Problem requirements: Leave out the pictures, and retype the remaining data exactly.

Entries provided:
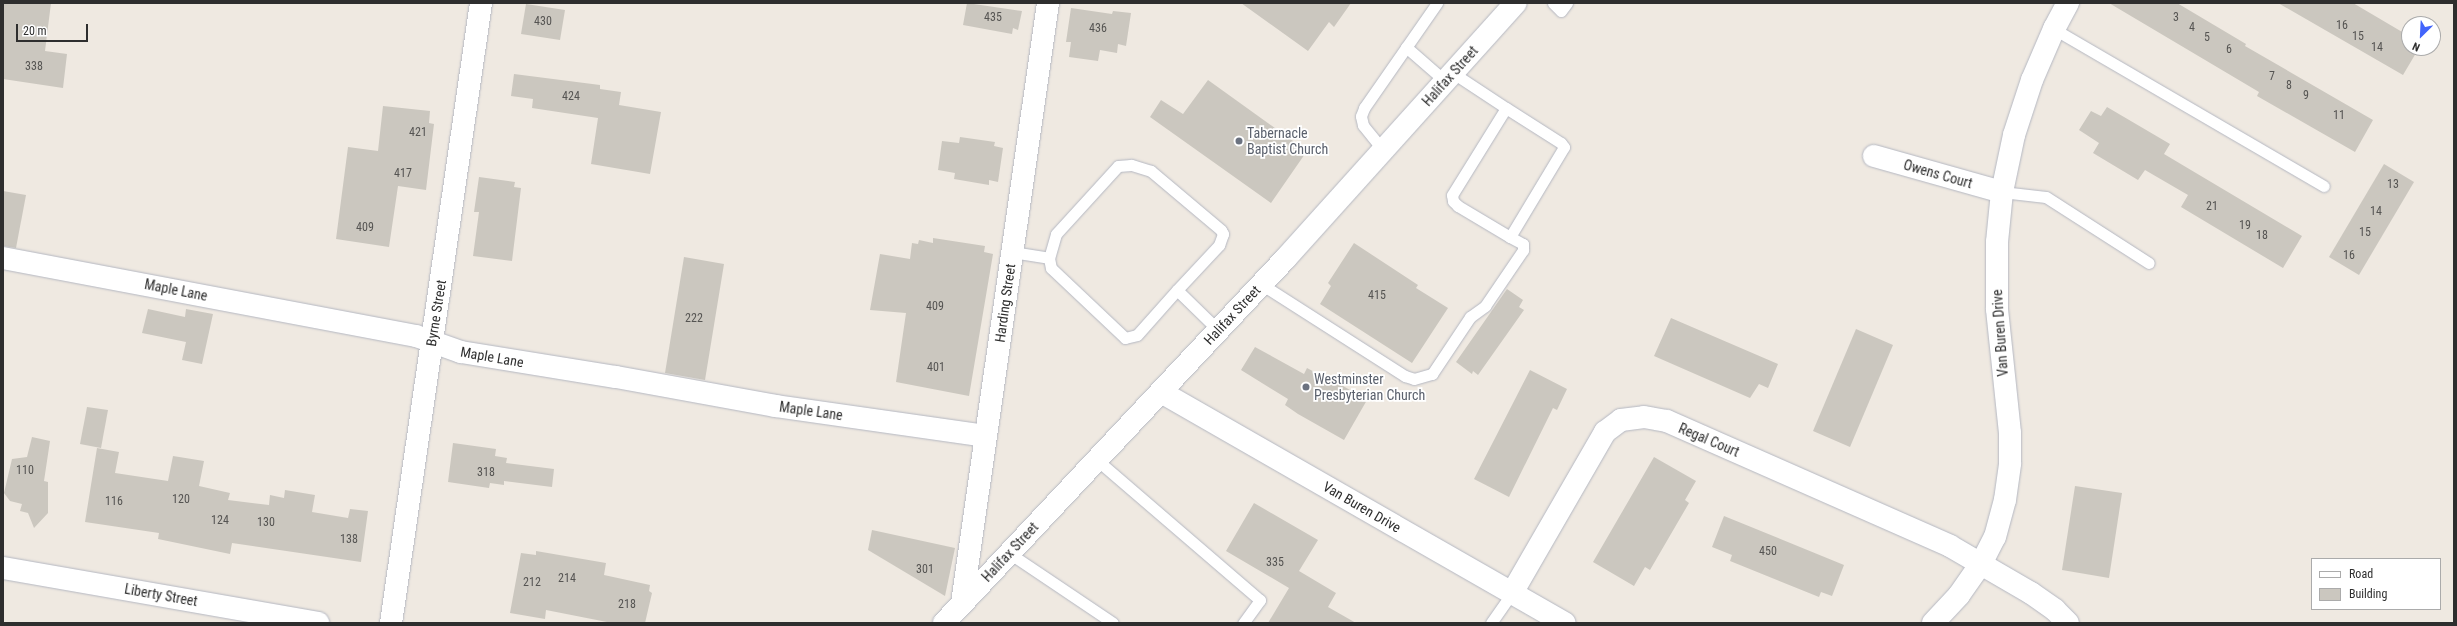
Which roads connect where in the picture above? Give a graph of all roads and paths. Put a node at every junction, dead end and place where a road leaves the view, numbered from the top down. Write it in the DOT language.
graph roads {
  1 [pos="481,3"];
  2 [pos="1048,3"];
  3 [pos="1437,3"];
  4 [pos="1516,3"];
  5 [pos="1553,3"];
  6 [pos="1567,3"];
  7 [pos="2068,3"];
  8 [pos="2054,29"];
  9 [pos="1406,47"];
  10 [pos="1449,77"];
  11 [pos="1506,108"];
  12 [pos="1383,150"];
  13 [pos="1874,156"];
  14 [pos="2324,186"];
  15 [pos="2002,192"];
  16 [pos="1510,237"];
  17 [pos="1012,252"];
  18 [pos="3,258"];
  19 [pos="1049,258"];
  20 [pos="2149,263"];
  21 [pos="1261,284"];
  22 [pos="1177,290"];
  23 [pos="1218,330"];
  24 [pos="431,343"];
  25 [pos="1161,392"];
  26 [pos="985,436"];
  27 [pos="1097,460"];
  28 [pos="1009,553"];
  29 [pos="1981,564"];
  30 [pos="3,568"];
  31 [pos="1512,593"];
  32 [pos="962,603"];
  33 [pos="318,623"];
  34 [pos="391,623"];
  35 [pos="944,623"];
  36 [pos="1113,623"];
  37 [pos="1242,623"];
  38 [pos="1491,623"];
  39 [pos="1564,623"];
  40 [pos="1933,623"];
  41 [pos="2068,623"];
  1 -- 24 [label="street, Byrne Street"];
  2 -- 17 [label="street, Harding Street"];
  3 -- 9 [label="lane"];
  4 -- 10 [label="street, Halifax Street"];
  5 -- 6 [label="lane"];
  7 -- 8 [label="street, Van Buren Drive"];
  8 -- 14 [label="lane"];
  8 -- 15 [label="street, Van Buren Drive"];
  9 -- 10 [label="lane"];
  9 -- 12 [label="lane"];
  10 -- 11 [label="lane"];
  10 -- 12 [label="street, Halifax Street"];
  11 -- 16 [label="lane"];
  11 -- 16 [label="lane"];
  12 -- 21 [label="street, Halifax Street"];
  13 -- 15 [label="street, Owens Court"];
  15 -- 20 [label="lane"];
  15 -- 29 [label="street, Van Buren Drive"];
  16 -- 21 [label="lane"];
  17 -- 19 [label="lane"];
  17 -- 26 [label="street, Harding Street"];
  18 -- 24 [label="street, Maple Lane"];
  19 -- 22 [label="lane"];
  19 -- 22 [label="lane"];
  21 -- 23 [label="street, Halifax Street"];
  22 -- 23 [label="lane"];
  23 -- 25 [label="street, Halifax Street"];
  24 -- 26 [label="street, Maple Lane"];
  24 -- 34 [label="street, Byrne Street"];
  25 -- 27 [label="street, Halifax Street"];
  25 -- 31 [label="street, Van Buren Drive"];
  26 -- 32 [label="street, Harding Street"];
  27 -- 28 [label="street, Halifax Street"];
  27 -- 37 [label="lane"];
  28 -- 32 [label="street, Halifax Street"];
  28 -- 36 [label="lane"];
  29 -- 31 [label="street, Regal Court"];
  29 -- 40 [label="street, Van Buren Drive"];
  29 -- 41 [label="street, Regal Court"];
  30 -- 33 [label="street, Liberty Street"];
  31 -- 38 [label="lane"];
  31 -- 39 [label="street, Van Buren Drive"];
  32 -- 35 [label="street, Halifax Street"];
}
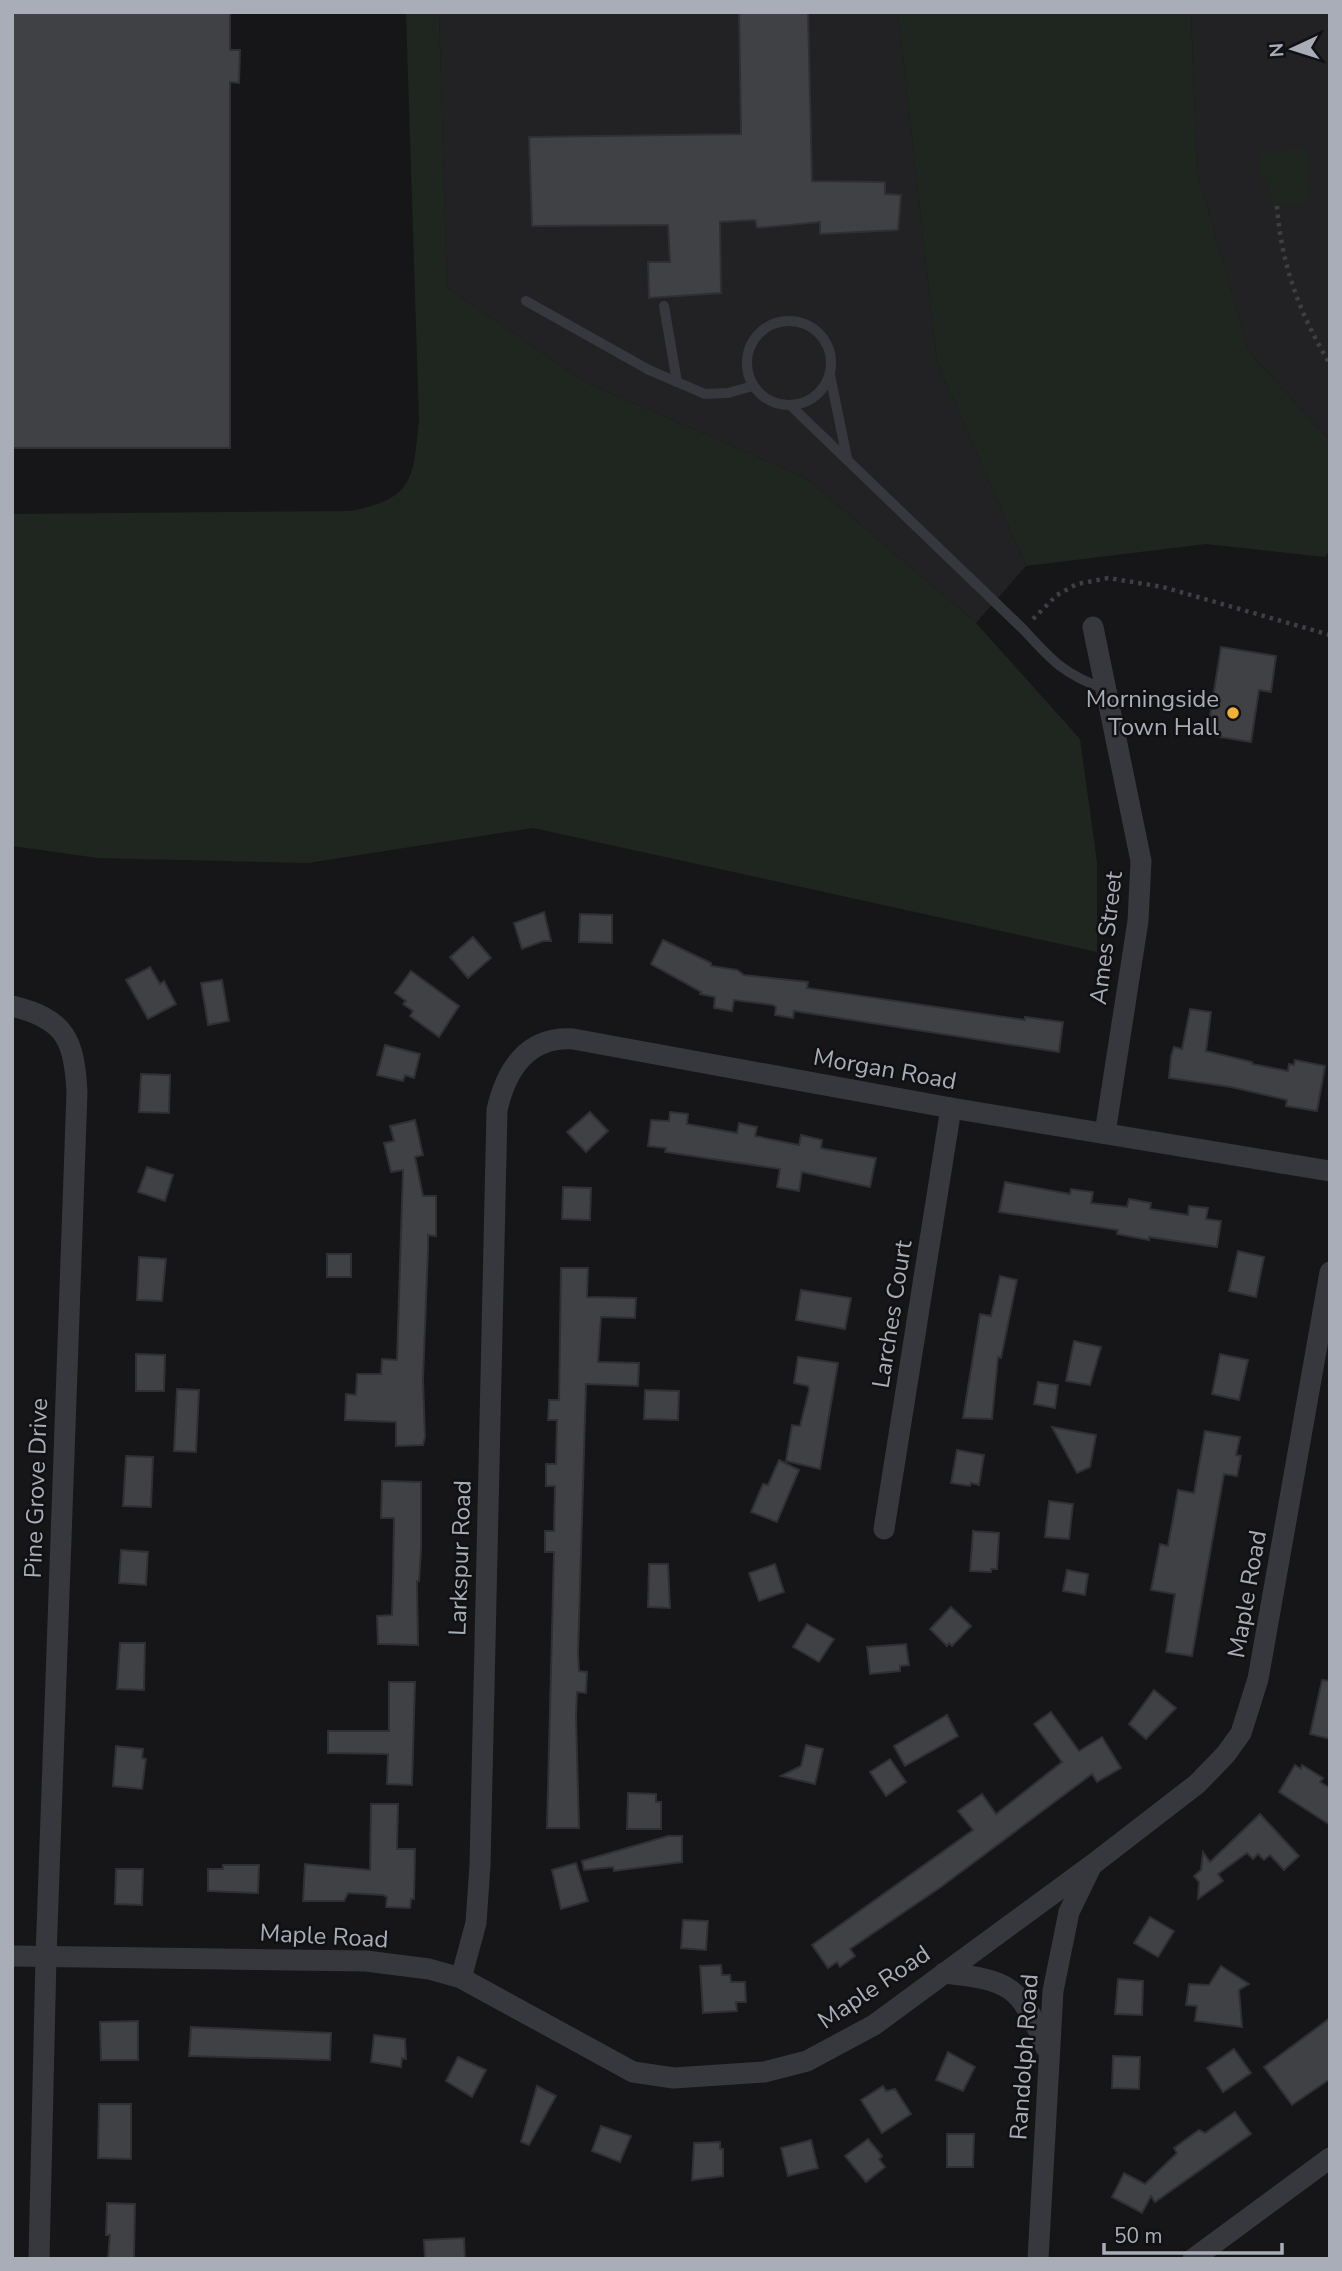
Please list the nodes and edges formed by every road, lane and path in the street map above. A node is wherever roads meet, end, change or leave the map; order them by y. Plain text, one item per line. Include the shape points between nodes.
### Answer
1 (1277, 206) dead end
2 (526, 301) dead end
3 (664, 306) dead end
4 (1330, 364) edge
5 (830, 375) junction
6 (677, 382) junction
7 (753, 386) junction
8 (792, 406) junction
9 (847, 459) junction
10 (1093, 626) dead end
11 (1024, 630) junction
12 (1330, 635) edge
13 (1105, 689) junction
14 (12, 1006) edge
15 (951, 1108) junction
16 (1105, 1133) junction
17 (496, 1136) joint
18 (1330, 1171) edge
19 (1330, 1272) edge
20 (884, 1528) dead end
21 (1092, 1865) junction
22 (12, 1956) edge
23 (46, 1957) junction
24 (944, 1973) junction
25 (461, 1979) junction
26 (1048, 2053) junction
27 (1330, 2158) edge
28 (39, 2259) edge
29 (1038, 2259) edge
30 (1193, 2259) edge

1 - 4 path via 1279,237 1300,311
2 - 6 lane
3 - 6 lane
5 - 7 lane via 829,349 822,336 801,322 787,321 772,324 753,341 748,370
5 - 8 lane via 816,397
5 - 9 lane
6 - 7 lane via 705,394
7 - 8 lane via 776,404
8 - 9 lane
9 - 11 lane
10 - 13 street, Ames Street
11 - 12 path via 1057,595 1077,584 1108,578 1163,587
11 - 13 lane via 1055,665
13 - 16 street, Ames Street via 1141,861 1138,921
14 - 23 street, Pine Grove Drive via 40,1013 69,1039 77,1092
15 - 16 street, Morgan Road
15 - 17 street, Morgan Road via 562,1038 547,1041 519,1058 502,1090
15 - 20 street, Larches Court
16 - 18 street, Morgan Road
17 - 25 street, Larkspur Road via 480,1865 476,1923
19 - 21 street, Maple Road via 1258,1679 1241,1733 1197,1784
21 - 24 street, Maple Road
21 - 26 street, Randolph Road via 1069,1912 1060,1949
22 - 23 street, Maple Road
23 - 25 street, Maple Road via 366,1961 429,1969
23 - 28 street, Pine Grove Drive
24 - 25 street, Maple Road via 874,2025 807,2061 764,2072 674,2078 633,2073
24 - 26 street via 989,1978 1011,1989 1029,2007
26 - 29 street, Randolph Road
27 - 30 street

Result of the task:
Which roads connect where in the picture above? Give a graph of all roads and paths. Put a node at every junction, dead end and place where a road leaves the view, numbered from the top down. Write it in the DOT language.
graph roads {
  1 [pos="481,3"];
  2 [pos="1048,3"];
  3 [pos="1437,3"];
  4 [pos="1516,3"];
  5 [pos="1553,3"];
  6 [pos="1567,3"];
  7 [pos="2068,3"];
  8 [pos="2054,29"];
  9 [pos="1406,47"];
  10 [pos="1449,77"];
  11 [pos="1506,108"];
  12 [pos="1383,150"];
  13 [pos="1874,156"];
  14 [pos="2324,186"];
  15 [pos="2002,192"];
  16 [pos="1510,237"];
  17 [pos="1012,252"];
  18 [pos="3,258"];
  19 [pos="1049,258"];
  20 [pos="2149,263"];
  21 [pos="1261,284"];
  22 [pos="1177,290"];
  23 [pos="1218,330"];
  24 [pos="431,343"];
  25 [pos="1161,392"];
  26 [pos="985,436"];
  27 [pos="1097,460"];
  28 [pos="1009,553"];
  29 [pos="1981,564"];
  30 [pos="3,568"];
  31 [pos="1512,593"];
  32 [pos="962,603"];
  33 [pos="318,623"];
  34 [pos="391,623"];
  35 [pos="944,623"];
  36 [pos="1113,623"];
  37 [pos="1242,623"];
  38 [pos="1491,623"];
  39 [pos="1564,623"];
  40 [pos="1933,623"];
  41 [pos="2068,623"];
  1 -- 24 [label="street, Byrne Street"];
  2 -- 17 [label="street, Harding Street"];
  3 -- 9 [label="lane"];
  4 -- 10 [label="street, Halifax Street"];
  5 -- 6 [label="lane"];
  7 -- 8 [label="street, Van Buren Drive"];
  8 -- 14 [label="lane"];
  8 -- 15 [label="street, Van Buren Drive"];
  9 -- 10 [label="lane"];
  9 -- 12 [label="lane"];
  10 -- 11 [label="lane"];
  10 -- 12 [label="street, Halifax Street"];
  11 -- 16 [label="lane"];
  11 -- 16 [label="lane"];
  12 -- 21 [label="street, Halifax Street"];
  13 -- 15 [label="street, Owens Court"];
  15 -- 20 [label="lane"];
  15 -- 29 [label="street, Van Buren Drive"];
  16 -- 21 [label="lane"];
  17 -- 19 [label="lane"];
  17 -- 26 [label="street, Harding Street"];
  18 -- 24 [label="street, Maple Lane"];
  19 -- 22 [label="lane"];
  19 -- 22 [label="lane"];
  21 -- 23 [label="street, Halifax Street"];
  22 -- 23 [label="lane"];
  23 -- 25 [label="street, Halifax Street"];
  24 -- 26 [label="street, Maple Lane"];
  24 -- 34 [label="street, Byrne Street"];
  25 -- 27 [label="street, Halifax Street"];
  25 -- 31 [label="street, Van Buren Drive"];
  26 -- 32 [label="street, Harding Street"];
  27 -- 28 [label="street, Halifax Street"];
  27 -- 37 [label="lane"];
  28 -- 32 [label="street, Halifax Street"];
  28 -- 36 [label="lane"];
  29 -- 31 [label="street, Regal Court"];
  29 -- 40 [label="street, Van Buren Drive"];
  29 -- 41 [label="street, Regal Court"];
  30 -- 33 [label="street, Liberty Street"];
  31 -- 38 [label="lane"];
  31 -- 39 [label="street, Van Buren Drive"];
  32 -- 35 [label="street, Halifax Street"];
}
Please list the nodes and edges formed by every road, lane and path in the street map above. A node is wherever roads meet, end, change or leave the map; order them by y. Plain text, one item per line. Include the shape points between nodes.
### Answer
1 (1277, 206) dead end
2 (526, 301) dead end
3 (664, 306) dead end
4 (1330, 364) edge
5 (830, 375) junction
6 (677, 382) junction
7 (753, 386) junction
8 (792, 406) junction
9 (847, 459) junction
10 (1093, 626) dead end
11 (1024, 630) junction
12 (1330, 635) edge
13 (1105, 689) junction
14 (12, 1006) edge
15 (951, 1108) junction
16 (1105, 1133) junction
17 (496, 1136) joint
18 (1330, 1171) edge
19 (1330, 1272) edge
20 (884, 1528) dead end
21 (1092, 1865) junction
22 (12, 1956) edge
23 (46, 1957) junction
24 (944, 1973) junction
25 (461, 1979) junction
26 (1048, 2053) junction
27 (1330, 2158) edge
28 (39, 2259) edge
29 (1038, 2259) edge
30 (1193, 2259) edge

1 - 4 path via 1279,237 1300,311
2 - 6 lane
3 - 6 lane
5 - 7 lane via 829,349 822,336 801,322 787,321 772,324 753,341 748,370
5 - 8 lane via 816,397
5 - 9 lane
6 - 7 lane via 705,394
7 - 8 lane via 776,404
8 - 9 lane
9 - 11 lane
10 - 13 street, Ames Street
11 - 12 path via 1057,595 1077,584 1108,578 1163,587
11 - 13 lane via 1055,665
13 - 16 street, Ames Street via 1141,861 1138,921
14 - 23 street, Pine Grove Drive via 40,1013 69,1039 77,1092
15 - 16 street, Morgan Road
15 - 17 street, Morgan Road via 562,1038 547,1041 519,1058 502,1090
15 - 20 street, Larches Court
16 - 18 street, Morgan Road
17 - 25 street, Larkspur Road via 480,1865 476,1923
19 - 21 street, Maple Road via 1258,1679 1241,1733 1197,1784
21 - 24 street, Maple Road
21 - 26 street, Randolph Road via 1069,1912 1060,1949
22 - 23 street, Maple Road
23 - 25 street, Maple Road via 366,1961 429,1969
23 - 28 street, Pine Grove Drive
24 - 25 street, Maple Road via 874,2025 807,2061 764,2072 674,2078 633,2073
24 - 26 street via 989,1978 1011,1989 1029,2007
26 - 29 street, Randolph Road
27 - 30 street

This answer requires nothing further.